**Problem:** A faithful copy of the entries, without any pictures, is what is needed here.

**Data shown:**
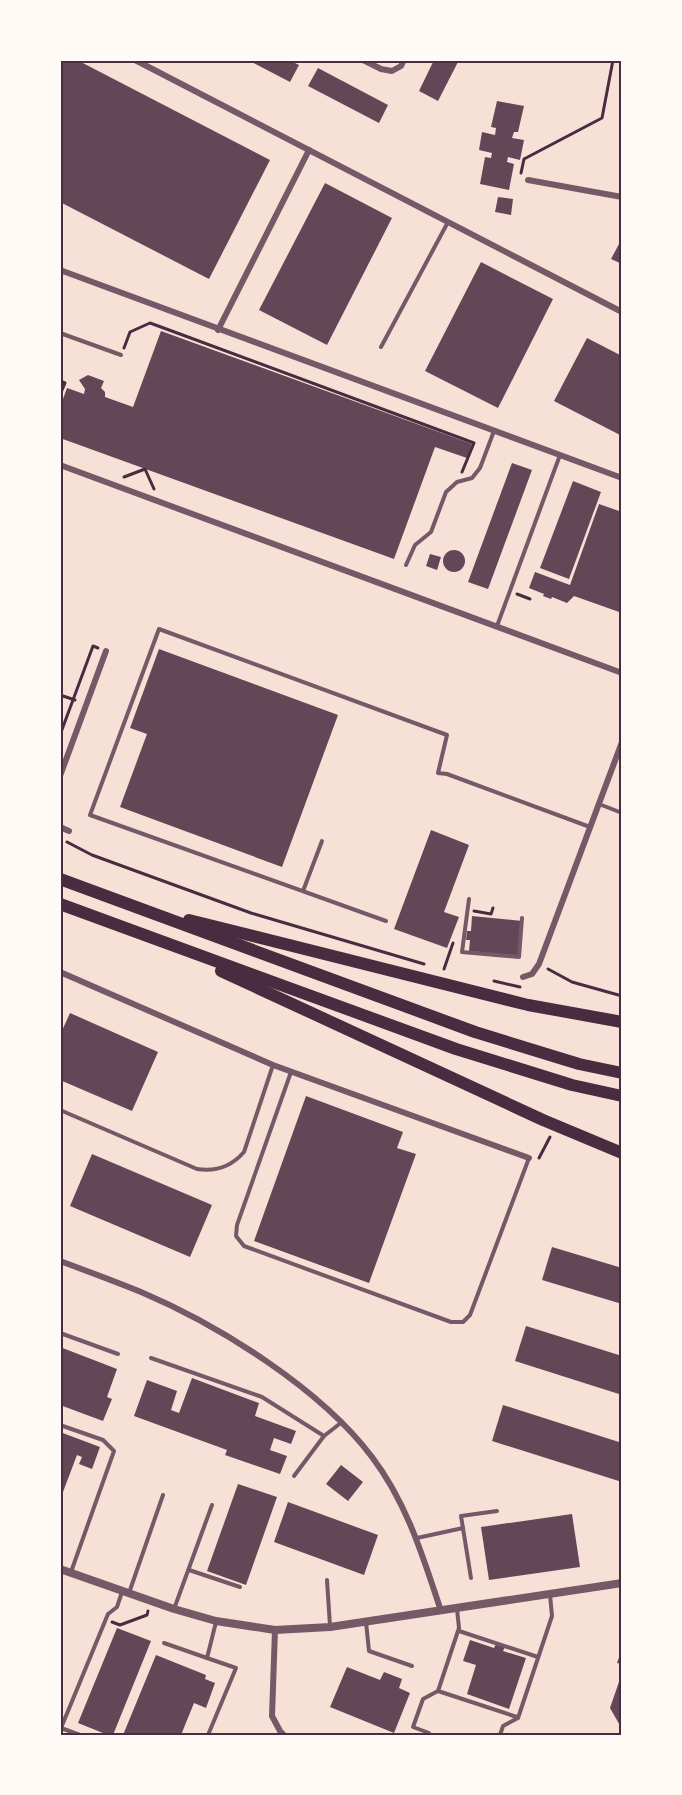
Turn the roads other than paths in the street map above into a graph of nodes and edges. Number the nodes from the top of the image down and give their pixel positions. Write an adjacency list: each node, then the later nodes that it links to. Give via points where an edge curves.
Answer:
1 (135, 60): 4 (street)
2 (363, 60): 3 (street, via 392,71)
3 (404, 60)
4 (309, 150): 7 (street); 10 (street)
5 (528, 180): 6 (street)
6 (622, 196)
7 (448, 222): 9 (street); 12 (lane)
8 (60, 270): 10 (street)
9 (622, 312)
10 (218, 330): 14 (street)
11 (60, 333): 13 (lane)
12 (381, 347)
13 (121, 356)
14 (494, 430): 15 (street); 18 (lane, via 480,468 472,478 457,482 446,492 431,532 415,545)
15 (560, 455): 17 (street); 19 (lane)
16 (60, 465): 19 (street)
17 (622, 478)
18 (406, 565)
19 (497, 626): 21 (street)
20 (106, 651): 23 (street)
21 (622, 673)
22 (622, 742): 24 (street)
23 (60, 776)
24 (599, 804): 25 (lane); 27 (street)
25 (622, 813)
26 (60, 827): 28 (street)
27 (590, 827): 31 (lane, via 438,773 447,735 159,629 90,815); 39 (street, via 539,964 532,974)
28 (69, 831)
29 (322, 841): 31 (lane)
30 (60, 879): 33 (highway)
31 (303, 891): 36 (lane)
32 (469, 899): 35 (lane, via 462,952 519,957)
33 (124, 903): 40 (highway, via 528,1005); 43 (highway, via 475,1032)
34 (60, 904): 37 (highway)
35 (522, 918)
36 (386, 921)
37 (141, 933): 44 (highway, via 456,1049 572,1085); 46 (highway)
38 (60, 972): 41 (street)
39 (523, 977)
40 (622, 1022)
41 (273, 1065): 42 (street); 45 (lane, via 244,1152 227,1167 211,1171 196,1169)
42 (292, 1072): 47 (street); 47 (lane, via 236,1236 243,1246 451,1322 463,1322 470,1315)
43 (622, 1073)
44 (622, 1096)
45 (60, 1110)
46 (622, 1153)
47 (529, 1158)
48 (60, 1261): 52 (street, via 142,1293 219,1332 286,1376)
49 (60, 1333): 50 (lane)
50 (118, 1354)
51 (151, 1358): 54 (lane, via 262,1397)
52 (343, 1422): 54 (lane); 60 (street, via 373,1458)
53 (60, 1425): 63 (lane, via 103,1440 114,1450)
54 (324, 1436): 55 (lane)
55 (294, 1476)
56 (163, 1495): 68 (lane)
57 (212, 1505): 62 (lane)
58 (497, 1511): 59 (lane, via 461,1516)
59 (463, 1528): 60 (lane); 64 (lane)
60 (417, 1538): 72 (street)
61 (60, 1569): 63 (street)
62 (189, 1570): 67 (lane); 71 (lane)
63 (71, 1573): 68 (street)
64 (471, 1578)
65 (327, 1580): 75 (lane)
66 (622, 1583): 69 (street)
67 (240, 1587)
68 (126, 1593): 71 (street); 84 (lane, via 105,1620 61,1728)
69 (550, 1594): 70 (street); 79 (lane, via 552,1616)
70 (457, 1608): 72 (street); 77 (lane)
71 (174, 1609): 73 (street)
72 (441, 1611): 74 (street)
73 (216, 1622): 76 (street); 80 (lane)
74 (366, 1622): 75 (street); 81 (lane, via 369,1651)
75 (330, 1627): 76 (street)
76 (275, 1630): 86 (street, via 272,1716)
77 (459, 1631): 79 (lane); 82 (lane)
78 (164, 1644): 80 (lane)
79 (538, 1657): 83 (lane)
80 (207, 1658): 85 (lane, via 236,1668)
81 (412, 1666)
82 (438, 1691): 83 (lane); 87 (lane, via 423,1699 413,1727)
83 (518, 1718): 88 (lane, via 504,1726)
84 (80, 1735)
85 (208, 1735)
86 (285, 1735)
87 (429, 1735)
88 (500, 1735)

**Result for this exercise:**
Turn the roads other than paths in the street map above into a graph of nodes and edges. Number the nodes from the top of the image down and give their pixel positions. Write an adjacency list: each node, then the later nodes that it links to. Give via points where an edge curves.
Answer:
1 (135, 60): 4 (street)
2 (363, 60): 3 (street, via 392,71)
3 (404, 60)
4 (309, 150): 7 (street); 10 (street)
5 (528, 180): 6 (street)
6 (622, 196)
7 (448, 222): 9 (street); 12 (lane)
8 (60, 270): 10 (street)
9 (622, 312)
10 (218, 330): 14 (street)
11 (60, 333): 13 (lane)
12 (381, 347)
13 (121, 356)
14 (494, 430): 15 (street); 18 (lane, via 480,468 472,478 457,482 446,492 431,532 415,545)
15 (560, 455): 17 (street); 19 (lane)
16 (60, 465): 19 (street)
17 (622, 478)
18 (406, 565)
19 (497, 626): 21 (street)
20 (106, 651): 23 (street)
21 (622, 673)
22 (622, 742): 24 (street)
23 (60, 776)
24 (599, 804): 25 (lane); 27 (street)
25 (622, 813)
26 (60, 827): 28 (street)
27 (590, 827): 31 (lane, via 438,773 447,735 159,629 90,815); 39 (street, via 539,964 532,974)
28 (69, 831)
29 (322, 841): 31 (lane)
30 (60, 879): 33 (highway)
31 (303, 891): 36 (lane)
32 (469, 899): 35 (lane, via 462,952 519,957)
33 (124, 903): 40 (highway, via 528,1005); 43 (highway, via 475,1032)
34 (60, 904): 37 (highway)
35 (522, 918)
36 (386, 921)
37 (141, 933): 44 (highway, via 456,1049 572,1085); 46 (highway)
38 (60, 972): 41 (street)
39 (523, 977)
40 (622, 1022)
41 (273, 1065): 42 (street); 45 (lane, via 244,1152 227,1167 211,1171 196,1169)
42 (292, 1072): 47 (street); 47 (lane, via 236,1236 243,1246 451,1322 463,1322 470,1315)
43 (622, 1073)
44 (622, 1096)
45 (60, 1110)
46 (622, 1153)
47 (529, 1158)
48 (60, 1261): 52 (street, via 142,1293 219,1332 286,1376)
49 (60, 1333): 50 (lane)
50 (118, 1354)
51 (151, 1358): 54 (lane, via 262,1397)
52 (343, 1422): 54 (lane); 60 (street, via 373,1458)
53 (60, 1425): 63 (lane, via 103,1440 114,1450)
54 (324, 1436): 55 (lane)
55 (294, 1476)
56 (163, 1495): 68 (lane)
57 (212, 1505): 62 (lane)
58 (497, 1511): 59 (lane, via 461,1516)
59 (463, 1528): 60 (lane); 64 (lane)
60 (417, 1538): 72 (street)
61 (60, 1569): 63 (street)
62 (189, 1570): 67 (lane); 71 (lane)
63 (71, 1573): 68 (street)
64 (471, 1578)
65 (327, 1580): 75 (lane)
66 (622, 1583): 69 (street)
67 (240, 1587)
68 (126, 1593): 71 (street); 84 (lane, via 105,1620 61,1728)
69 (550, 1594): 70 (street); 79 (lane, via 552,1616)
70 (457, 1608): 72 (street); 77 (lane)
71 (174, 1609): 73 (street)
72 (441, 1611): 74 (street)
73 (216, 1622): 76 (street); 80 (lane)
74 (366, 1622): 75 (street); 81 (lane, via 369,1651)
75 (330, 1627): 76 (street)
76 (275, 1630): 86 (street, via 272,1716)
77 (459, 1631): 79 (lane); 82 (lane)
78 (164, 1644): 80 (lane)
79 (538, 1657): 83 (lane)
80 (207, 1658): 85 (lane, via 236,1668)
81 (412, 1666)
82 (438, 1691): 83 (lane); 87 (lane, via 423,1699 413,1727)
83 (518, 1718): 88 (lane, via 504,1726)
84 (80, 1735)
85 (208, 1735)
86 (285, 1735)
87 (429, 1735)
88 (500, 1735)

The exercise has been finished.